### Work to complete
Reproduce each entry exactly as written.

### Information provided
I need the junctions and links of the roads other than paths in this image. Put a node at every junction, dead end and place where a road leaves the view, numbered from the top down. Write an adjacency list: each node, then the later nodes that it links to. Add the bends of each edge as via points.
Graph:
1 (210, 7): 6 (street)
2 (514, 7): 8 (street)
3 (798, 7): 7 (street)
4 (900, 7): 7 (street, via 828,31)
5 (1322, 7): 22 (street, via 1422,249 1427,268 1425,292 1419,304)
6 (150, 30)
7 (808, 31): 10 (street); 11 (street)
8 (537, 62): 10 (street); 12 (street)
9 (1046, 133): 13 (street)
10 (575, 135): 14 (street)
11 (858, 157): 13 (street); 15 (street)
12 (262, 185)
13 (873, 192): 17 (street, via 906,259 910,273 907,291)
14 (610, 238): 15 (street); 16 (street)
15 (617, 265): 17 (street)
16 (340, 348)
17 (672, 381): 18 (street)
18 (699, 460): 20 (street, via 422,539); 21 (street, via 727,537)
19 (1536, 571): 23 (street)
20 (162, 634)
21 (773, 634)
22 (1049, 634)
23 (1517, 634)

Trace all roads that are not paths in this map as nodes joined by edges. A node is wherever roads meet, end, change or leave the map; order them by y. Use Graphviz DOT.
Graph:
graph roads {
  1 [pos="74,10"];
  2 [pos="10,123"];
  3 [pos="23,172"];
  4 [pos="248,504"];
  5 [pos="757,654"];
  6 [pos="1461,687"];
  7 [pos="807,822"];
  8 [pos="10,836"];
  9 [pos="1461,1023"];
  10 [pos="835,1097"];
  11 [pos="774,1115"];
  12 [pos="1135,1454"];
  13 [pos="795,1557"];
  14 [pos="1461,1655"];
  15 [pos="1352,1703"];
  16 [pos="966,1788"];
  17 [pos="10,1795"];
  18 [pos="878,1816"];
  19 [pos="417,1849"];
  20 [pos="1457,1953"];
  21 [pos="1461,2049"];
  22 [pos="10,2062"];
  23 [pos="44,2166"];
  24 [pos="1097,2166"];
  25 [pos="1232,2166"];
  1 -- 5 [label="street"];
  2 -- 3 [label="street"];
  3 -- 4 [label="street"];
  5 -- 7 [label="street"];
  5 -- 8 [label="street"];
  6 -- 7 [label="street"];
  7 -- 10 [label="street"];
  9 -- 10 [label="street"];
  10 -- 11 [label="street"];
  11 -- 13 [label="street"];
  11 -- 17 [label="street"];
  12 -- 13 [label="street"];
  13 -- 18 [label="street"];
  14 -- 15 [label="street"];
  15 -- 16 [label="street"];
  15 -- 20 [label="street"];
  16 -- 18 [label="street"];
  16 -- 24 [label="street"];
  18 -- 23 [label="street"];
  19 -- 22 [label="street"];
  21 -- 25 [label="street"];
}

### Response to this task
I need the junctions and links of the roads other than paths in this image. Put a node at every junction, dead end and place where a road leaves the view, numbered from the top down. Write an adjacency list: each node, then the later nodes that it links to. Add the bends of each edge as via points.
Graph:
1 (210, 7): 6 (street)
2 (514, 7): 8 (street)
3 (798, 7): 7 (street)
4 (900, 7): 7 (street, via 828,31)
5 (1322, 7): 22 (street, via 1422,249 1427,268 1425,292 1419,304)
6 (150, 30)
7 (808, 31): 10 (street); 11 (street)
8 (537, 62): 10 (street); 12 (street)
9 (1046, 133): 13 (street)
10 (575, 135): 14 (street)
11 (858, 157): 13 (street); 15 (street)
12 (262, 185)
13 (873, 192): 17 (street, via 906,259 910,273 907,291)
14 (610, 238): 15 (street); 16 (street)
15 (617, 265): 17 (street)
16 (340, 348)
17 (672, 381): 18 (street)
18 (699, 460): 20 (street, via 422,539); 21 (street, via 727,537)
19 (1536, 571): 23 (street)
20 (162, 634)
21 (773, 634)
22 (1049, 634)
23 (1517, 634)

Trace all roads that are not paths in this map as nodes joined by edges. A node is wherever roads meet, end, change or leave the map; order them by y. Use Graphviz DOT.
Graph:
graph roads {
  1 [pos="74,10"];
  2 [pos="10,123"];
  3 [pos="23,172"];
  4 [pos="248,504"];
  5 [pos="757,654"];
  6 [pos="1461,687"];
  7 [pos="807,822"];
  8 [pos="10,836"];
  9 [pos="1461,1023"];
  10 [pos="835,1097"];
  11 [pos="774,1115"];
  12 [pos="1135,1454"];
  13 [pos="795,1557"];
  14 [pos="1461,1655"];
  15 [pos="1352,1703"];
  16 [pos="966,1788"];
  17 [pos="10,1795"];
  18 [pos="878,1816"];
  19 [pos="417,1849"];
  20 [pos="1457,1953"];
  21 [pos="1461,2049"];
  22 [pos="10,2062"];
  23 [pos="44,2166"];
  24 [pos="1097,2166"];
  25 [pos="1232,2166"];
  1 -- 5 [label="street"];
  2 -- 3 [label="street"];
  3 -- 4 [label="street"];
  5 -- 7 [label="street"];
  5 -- 8 [label="street"];
  6 -- 7 [label="street"];
  7 -- 10 [label="street"];
  9 -- 10 [label="street"];
  10 -- 11 [label="street"];
  11 -- 13 [label="street"];
  11 -- 17 [label="street"];
  12 -- 13 [label="street"];
  13 -- 18 [label="street"];
  14 -- 15 [label="street"];
  15 -- 16 [label="street"];
  15 -- 20 [label="street"];
  16 -- 18 [label="street"];
  16 -- 24 [label="street"];
  18 -- 23 [label="street"];
  19 -- 22 [label="street"];
  21 -- 25 [label="street"];
}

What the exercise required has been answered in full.